*** Opening of GIVEN INFORMATION ***
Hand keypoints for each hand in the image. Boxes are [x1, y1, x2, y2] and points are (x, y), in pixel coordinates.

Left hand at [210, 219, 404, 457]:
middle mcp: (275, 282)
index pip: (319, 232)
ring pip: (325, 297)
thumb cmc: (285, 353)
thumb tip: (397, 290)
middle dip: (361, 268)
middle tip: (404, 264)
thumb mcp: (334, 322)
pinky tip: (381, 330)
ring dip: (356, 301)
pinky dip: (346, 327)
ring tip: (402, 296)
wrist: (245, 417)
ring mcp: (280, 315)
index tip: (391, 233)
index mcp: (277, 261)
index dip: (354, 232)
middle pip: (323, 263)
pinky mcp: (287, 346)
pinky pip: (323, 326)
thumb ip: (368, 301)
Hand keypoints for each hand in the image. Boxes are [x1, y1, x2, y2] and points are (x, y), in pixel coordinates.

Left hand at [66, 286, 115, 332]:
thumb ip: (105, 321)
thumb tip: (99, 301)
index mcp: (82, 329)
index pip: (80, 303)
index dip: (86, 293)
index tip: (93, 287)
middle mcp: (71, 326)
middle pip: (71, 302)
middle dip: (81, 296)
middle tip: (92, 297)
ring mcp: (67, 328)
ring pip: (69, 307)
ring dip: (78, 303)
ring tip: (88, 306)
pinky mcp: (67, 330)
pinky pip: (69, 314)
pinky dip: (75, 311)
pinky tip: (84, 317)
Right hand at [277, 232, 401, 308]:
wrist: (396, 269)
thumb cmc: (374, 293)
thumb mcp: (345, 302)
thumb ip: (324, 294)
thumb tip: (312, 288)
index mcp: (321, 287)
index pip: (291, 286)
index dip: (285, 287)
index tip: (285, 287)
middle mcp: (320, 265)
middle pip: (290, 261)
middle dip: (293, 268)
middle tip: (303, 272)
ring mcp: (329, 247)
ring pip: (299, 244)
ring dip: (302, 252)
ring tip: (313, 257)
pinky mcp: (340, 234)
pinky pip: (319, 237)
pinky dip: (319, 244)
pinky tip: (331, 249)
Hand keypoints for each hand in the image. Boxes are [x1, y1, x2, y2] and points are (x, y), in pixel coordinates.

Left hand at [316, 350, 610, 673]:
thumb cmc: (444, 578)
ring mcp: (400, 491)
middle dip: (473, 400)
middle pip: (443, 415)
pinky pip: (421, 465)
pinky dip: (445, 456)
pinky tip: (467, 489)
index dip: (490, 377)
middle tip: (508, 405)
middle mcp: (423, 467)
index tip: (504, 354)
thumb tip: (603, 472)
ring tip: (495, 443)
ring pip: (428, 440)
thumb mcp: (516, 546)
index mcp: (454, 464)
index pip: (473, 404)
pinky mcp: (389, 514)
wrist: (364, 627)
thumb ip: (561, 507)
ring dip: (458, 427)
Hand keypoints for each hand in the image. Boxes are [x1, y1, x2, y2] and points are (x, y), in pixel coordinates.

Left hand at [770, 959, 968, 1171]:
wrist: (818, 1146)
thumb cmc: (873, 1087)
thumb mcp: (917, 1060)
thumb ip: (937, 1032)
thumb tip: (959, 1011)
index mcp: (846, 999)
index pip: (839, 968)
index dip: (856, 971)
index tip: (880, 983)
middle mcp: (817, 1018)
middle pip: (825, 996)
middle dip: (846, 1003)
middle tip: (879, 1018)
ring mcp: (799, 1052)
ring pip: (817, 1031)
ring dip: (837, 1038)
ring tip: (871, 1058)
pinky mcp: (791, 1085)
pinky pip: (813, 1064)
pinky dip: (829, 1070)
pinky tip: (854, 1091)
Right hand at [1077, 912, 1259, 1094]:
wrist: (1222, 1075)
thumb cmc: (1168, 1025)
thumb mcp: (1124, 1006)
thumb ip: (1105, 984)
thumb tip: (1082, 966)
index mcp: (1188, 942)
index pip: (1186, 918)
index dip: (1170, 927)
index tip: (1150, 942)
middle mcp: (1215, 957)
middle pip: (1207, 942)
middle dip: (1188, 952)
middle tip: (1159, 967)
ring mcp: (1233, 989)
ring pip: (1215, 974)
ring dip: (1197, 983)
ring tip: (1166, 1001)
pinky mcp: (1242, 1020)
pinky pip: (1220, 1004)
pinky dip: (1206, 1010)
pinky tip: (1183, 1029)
*** Close of GIVEN INFORMATION ***
*** Opening of GIVEN INFORMATION ***
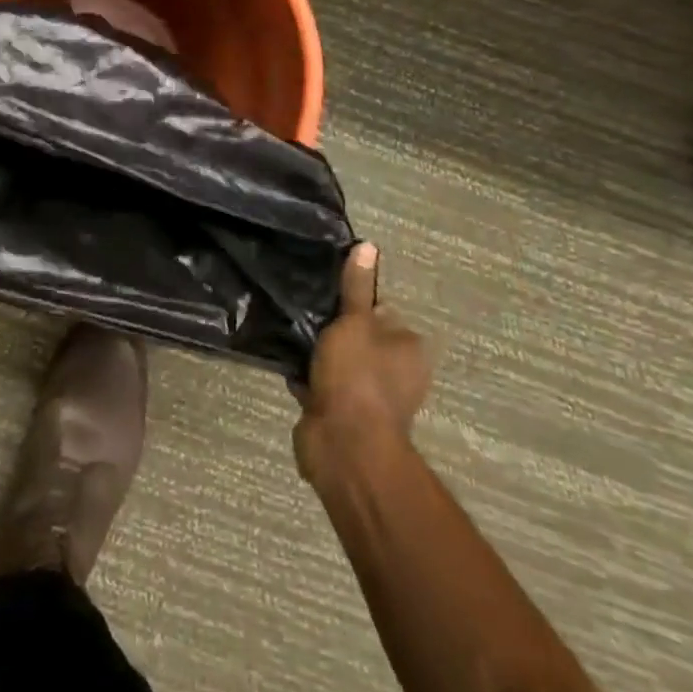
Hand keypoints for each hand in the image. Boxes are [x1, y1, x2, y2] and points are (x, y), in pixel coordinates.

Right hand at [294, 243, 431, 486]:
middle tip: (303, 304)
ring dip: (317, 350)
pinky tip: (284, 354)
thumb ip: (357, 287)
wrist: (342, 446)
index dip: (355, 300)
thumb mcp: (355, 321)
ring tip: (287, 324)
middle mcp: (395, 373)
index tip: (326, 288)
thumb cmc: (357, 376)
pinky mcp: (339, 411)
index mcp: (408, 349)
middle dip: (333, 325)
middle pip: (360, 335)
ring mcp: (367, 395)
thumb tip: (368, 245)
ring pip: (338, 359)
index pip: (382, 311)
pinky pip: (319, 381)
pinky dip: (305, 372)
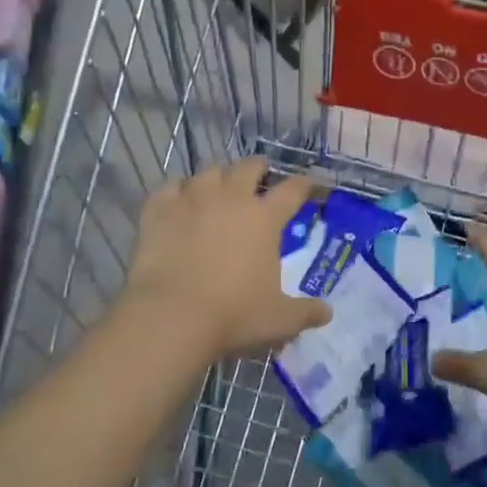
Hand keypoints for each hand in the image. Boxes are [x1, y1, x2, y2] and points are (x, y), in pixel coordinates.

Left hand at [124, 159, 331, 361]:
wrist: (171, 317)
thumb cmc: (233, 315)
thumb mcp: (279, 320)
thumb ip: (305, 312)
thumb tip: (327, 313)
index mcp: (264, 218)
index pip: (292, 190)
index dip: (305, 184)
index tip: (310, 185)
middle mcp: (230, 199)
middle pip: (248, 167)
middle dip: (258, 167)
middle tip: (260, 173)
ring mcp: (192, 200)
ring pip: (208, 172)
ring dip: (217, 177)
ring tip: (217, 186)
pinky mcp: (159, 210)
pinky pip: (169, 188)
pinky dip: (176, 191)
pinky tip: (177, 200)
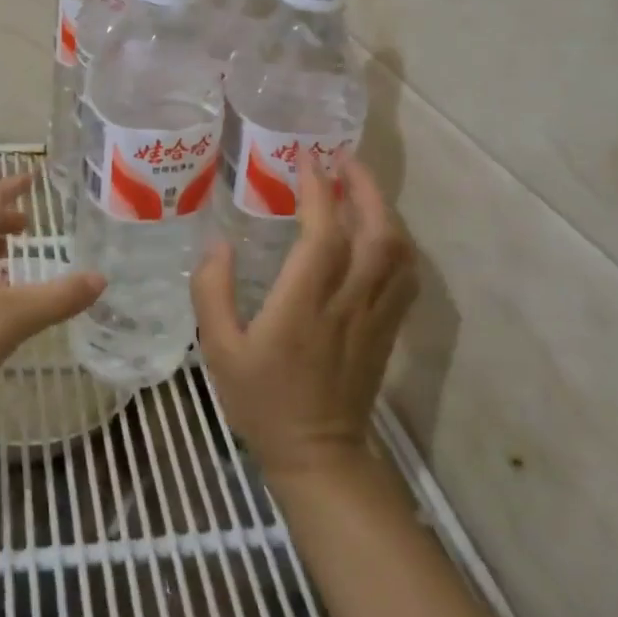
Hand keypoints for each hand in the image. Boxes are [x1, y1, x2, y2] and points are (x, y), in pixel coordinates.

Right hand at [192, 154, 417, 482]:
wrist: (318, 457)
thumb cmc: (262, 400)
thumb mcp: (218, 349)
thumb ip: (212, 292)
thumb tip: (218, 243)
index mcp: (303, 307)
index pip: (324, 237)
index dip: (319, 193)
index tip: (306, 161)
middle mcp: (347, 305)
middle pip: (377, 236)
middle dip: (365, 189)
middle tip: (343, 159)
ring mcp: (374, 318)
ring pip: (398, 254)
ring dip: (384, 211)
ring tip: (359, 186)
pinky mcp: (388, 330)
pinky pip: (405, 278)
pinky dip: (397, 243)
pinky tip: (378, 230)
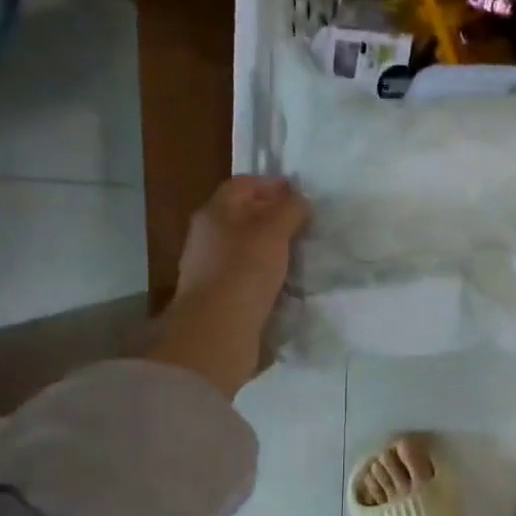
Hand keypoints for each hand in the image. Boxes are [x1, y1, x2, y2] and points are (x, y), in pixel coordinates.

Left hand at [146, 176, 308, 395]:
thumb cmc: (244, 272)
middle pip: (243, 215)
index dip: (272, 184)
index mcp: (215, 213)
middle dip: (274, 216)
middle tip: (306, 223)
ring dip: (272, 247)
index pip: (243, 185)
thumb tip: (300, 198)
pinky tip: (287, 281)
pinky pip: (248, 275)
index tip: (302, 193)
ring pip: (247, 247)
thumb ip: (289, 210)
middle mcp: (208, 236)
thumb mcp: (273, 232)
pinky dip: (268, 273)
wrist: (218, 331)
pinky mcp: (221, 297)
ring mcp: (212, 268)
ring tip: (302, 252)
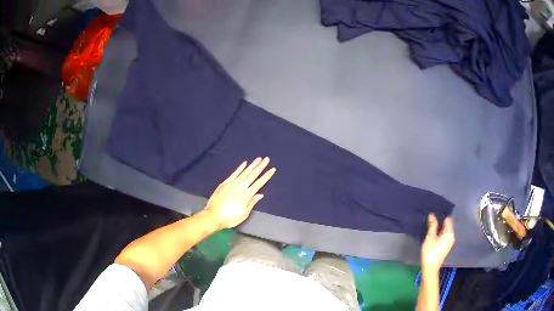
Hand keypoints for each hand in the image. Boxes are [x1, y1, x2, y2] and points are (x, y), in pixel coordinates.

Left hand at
*** Close of GIVEN INFORMATION ***
Lines to set down from above: the line with "thumb cmc: (1168, 1025)", the line with "pinky tip: (1183, 1029)", and every line between, each exactly as written.

thumb cmc: (1168, 1025)
thumb mcp: (1124, 1006)
thumb ip: (1105, 984)
thumb tip: (1082, 966)
index mcp: (1188, 942)
index pip: (1186, 918)
index dip: (1170, 927)
index tip: (1150, 942)
middle mcp: (1215, 957)
middle pip: (1207, 942)
middle dip: (1188, 952)
middle tip: (1159, 967)
ring mcp: (1233, 989)
ring pip: (1215, 974)
ring dip: (1197, 983)
ring tip: (1166, 1001)
pinky mcp: (1242, 1020)
pinky pip: (1220, 1004)
pinky dip: (1206, 1010)
pinky tip: (1183, 1029)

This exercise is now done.